***** TASK MATERIAL
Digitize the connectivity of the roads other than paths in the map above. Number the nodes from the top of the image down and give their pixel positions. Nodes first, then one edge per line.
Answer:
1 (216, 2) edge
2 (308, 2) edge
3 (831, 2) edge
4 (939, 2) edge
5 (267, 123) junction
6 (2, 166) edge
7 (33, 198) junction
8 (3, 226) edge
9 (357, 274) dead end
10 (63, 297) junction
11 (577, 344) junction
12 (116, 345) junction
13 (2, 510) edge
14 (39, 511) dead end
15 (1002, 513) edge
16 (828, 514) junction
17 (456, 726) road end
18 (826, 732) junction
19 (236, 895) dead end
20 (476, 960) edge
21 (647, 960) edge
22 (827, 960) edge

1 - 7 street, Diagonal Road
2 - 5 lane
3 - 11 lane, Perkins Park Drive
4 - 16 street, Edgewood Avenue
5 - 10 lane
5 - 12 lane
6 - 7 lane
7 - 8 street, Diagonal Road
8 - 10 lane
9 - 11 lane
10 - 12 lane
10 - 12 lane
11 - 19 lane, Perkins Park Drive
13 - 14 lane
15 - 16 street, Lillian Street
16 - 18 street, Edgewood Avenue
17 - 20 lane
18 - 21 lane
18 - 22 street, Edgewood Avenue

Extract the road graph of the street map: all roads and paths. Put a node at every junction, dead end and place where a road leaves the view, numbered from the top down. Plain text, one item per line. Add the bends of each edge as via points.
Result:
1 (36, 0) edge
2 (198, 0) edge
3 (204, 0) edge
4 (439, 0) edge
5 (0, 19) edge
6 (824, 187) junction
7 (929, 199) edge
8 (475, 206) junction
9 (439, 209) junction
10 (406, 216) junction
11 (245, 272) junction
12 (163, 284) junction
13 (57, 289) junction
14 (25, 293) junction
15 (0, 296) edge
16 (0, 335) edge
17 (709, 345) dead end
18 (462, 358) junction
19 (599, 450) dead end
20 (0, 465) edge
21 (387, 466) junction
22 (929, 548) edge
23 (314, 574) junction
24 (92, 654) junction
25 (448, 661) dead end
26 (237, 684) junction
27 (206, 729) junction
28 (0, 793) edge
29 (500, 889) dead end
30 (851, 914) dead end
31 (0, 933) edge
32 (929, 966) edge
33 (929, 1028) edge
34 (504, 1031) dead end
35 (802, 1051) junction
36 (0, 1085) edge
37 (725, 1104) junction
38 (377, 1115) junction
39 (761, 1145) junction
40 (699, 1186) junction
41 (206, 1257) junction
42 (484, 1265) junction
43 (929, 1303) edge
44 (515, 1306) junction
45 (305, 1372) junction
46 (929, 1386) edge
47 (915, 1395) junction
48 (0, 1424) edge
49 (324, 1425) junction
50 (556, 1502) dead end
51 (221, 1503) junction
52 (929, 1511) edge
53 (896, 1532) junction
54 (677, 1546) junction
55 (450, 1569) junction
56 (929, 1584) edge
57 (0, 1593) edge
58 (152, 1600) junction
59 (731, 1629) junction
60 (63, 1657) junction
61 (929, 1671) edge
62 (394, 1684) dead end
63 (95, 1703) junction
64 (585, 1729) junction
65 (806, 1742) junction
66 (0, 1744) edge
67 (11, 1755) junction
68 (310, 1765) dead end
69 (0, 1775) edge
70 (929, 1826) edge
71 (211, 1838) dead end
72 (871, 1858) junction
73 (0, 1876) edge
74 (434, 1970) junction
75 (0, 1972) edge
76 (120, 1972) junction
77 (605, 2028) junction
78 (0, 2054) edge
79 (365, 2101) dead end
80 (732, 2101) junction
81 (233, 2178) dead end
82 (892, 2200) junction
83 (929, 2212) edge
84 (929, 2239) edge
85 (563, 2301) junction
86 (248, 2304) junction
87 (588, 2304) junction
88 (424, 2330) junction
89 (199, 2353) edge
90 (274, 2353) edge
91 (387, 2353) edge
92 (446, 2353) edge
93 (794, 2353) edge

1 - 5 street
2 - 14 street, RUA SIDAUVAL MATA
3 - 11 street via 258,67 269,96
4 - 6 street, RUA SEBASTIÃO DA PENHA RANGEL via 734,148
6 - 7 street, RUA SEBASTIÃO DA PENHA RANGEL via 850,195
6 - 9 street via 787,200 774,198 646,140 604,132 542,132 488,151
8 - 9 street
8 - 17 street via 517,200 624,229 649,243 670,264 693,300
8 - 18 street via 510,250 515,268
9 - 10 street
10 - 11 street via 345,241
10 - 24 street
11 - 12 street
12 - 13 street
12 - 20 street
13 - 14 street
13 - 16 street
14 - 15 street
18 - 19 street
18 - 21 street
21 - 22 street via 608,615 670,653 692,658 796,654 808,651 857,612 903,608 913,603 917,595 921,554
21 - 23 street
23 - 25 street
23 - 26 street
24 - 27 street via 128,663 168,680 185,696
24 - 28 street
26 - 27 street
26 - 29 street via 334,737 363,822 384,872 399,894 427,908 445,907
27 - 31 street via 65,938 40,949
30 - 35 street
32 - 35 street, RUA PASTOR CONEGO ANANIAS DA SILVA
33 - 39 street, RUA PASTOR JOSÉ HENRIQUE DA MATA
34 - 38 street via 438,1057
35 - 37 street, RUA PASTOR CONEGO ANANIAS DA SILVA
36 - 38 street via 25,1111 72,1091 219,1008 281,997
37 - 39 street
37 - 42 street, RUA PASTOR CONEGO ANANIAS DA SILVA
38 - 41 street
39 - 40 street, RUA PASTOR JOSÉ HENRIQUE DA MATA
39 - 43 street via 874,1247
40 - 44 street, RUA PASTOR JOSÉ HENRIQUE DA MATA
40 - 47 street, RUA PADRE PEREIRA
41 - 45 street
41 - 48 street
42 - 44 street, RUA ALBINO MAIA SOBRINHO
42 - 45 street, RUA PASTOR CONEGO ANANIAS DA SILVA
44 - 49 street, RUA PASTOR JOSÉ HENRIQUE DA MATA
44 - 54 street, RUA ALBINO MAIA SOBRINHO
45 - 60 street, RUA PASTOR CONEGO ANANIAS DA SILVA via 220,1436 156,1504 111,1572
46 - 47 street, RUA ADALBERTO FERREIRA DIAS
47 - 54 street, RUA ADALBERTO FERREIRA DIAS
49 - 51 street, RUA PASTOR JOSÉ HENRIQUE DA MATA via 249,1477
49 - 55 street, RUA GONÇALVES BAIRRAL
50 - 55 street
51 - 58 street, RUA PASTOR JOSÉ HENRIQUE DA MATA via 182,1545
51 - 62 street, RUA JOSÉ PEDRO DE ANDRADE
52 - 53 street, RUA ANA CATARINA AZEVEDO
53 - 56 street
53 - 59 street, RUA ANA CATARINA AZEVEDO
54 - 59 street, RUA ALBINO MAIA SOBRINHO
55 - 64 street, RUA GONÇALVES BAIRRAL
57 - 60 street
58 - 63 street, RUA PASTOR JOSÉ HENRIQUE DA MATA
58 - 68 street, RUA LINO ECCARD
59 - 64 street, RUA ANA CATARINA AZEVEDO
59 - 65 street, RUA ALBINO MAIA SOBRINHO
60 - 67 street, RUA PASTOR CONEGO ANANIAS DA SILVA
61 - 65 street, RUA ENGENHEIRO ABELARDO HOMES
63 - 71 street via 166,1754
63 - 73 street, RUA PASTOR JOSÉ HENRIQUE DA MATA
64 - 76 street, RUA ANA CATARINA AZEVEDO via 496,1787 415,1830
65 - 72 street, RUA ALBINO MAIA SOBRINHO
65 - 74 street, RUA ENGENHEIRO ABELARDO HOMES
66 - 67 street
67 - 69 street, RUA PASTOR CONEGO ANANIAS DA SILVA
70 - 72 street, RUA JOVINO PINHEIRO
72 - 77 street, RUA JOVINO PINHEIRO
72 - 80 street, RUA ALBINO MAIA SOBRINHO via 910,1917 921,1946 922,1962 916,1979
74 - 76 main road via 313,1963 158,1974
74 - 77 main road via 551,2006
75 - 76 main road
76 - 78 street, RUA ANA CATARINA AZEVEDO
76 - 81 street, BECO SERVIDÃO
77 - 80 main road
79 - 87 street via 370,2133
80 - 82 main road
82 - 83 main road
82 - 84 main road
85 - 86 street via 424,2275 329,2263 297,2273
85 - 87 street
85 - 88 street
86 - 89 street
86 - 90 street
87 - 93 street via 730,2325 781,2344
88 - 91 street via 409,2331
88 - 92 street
**********
If a line of the data contains "ABELARDO", copy it out.

61 - 65 street, RUA ENGENHEIRO ABELARDO HOMES
65 - 74 street, RUA ENGENHEIRO ABELARDO HOMES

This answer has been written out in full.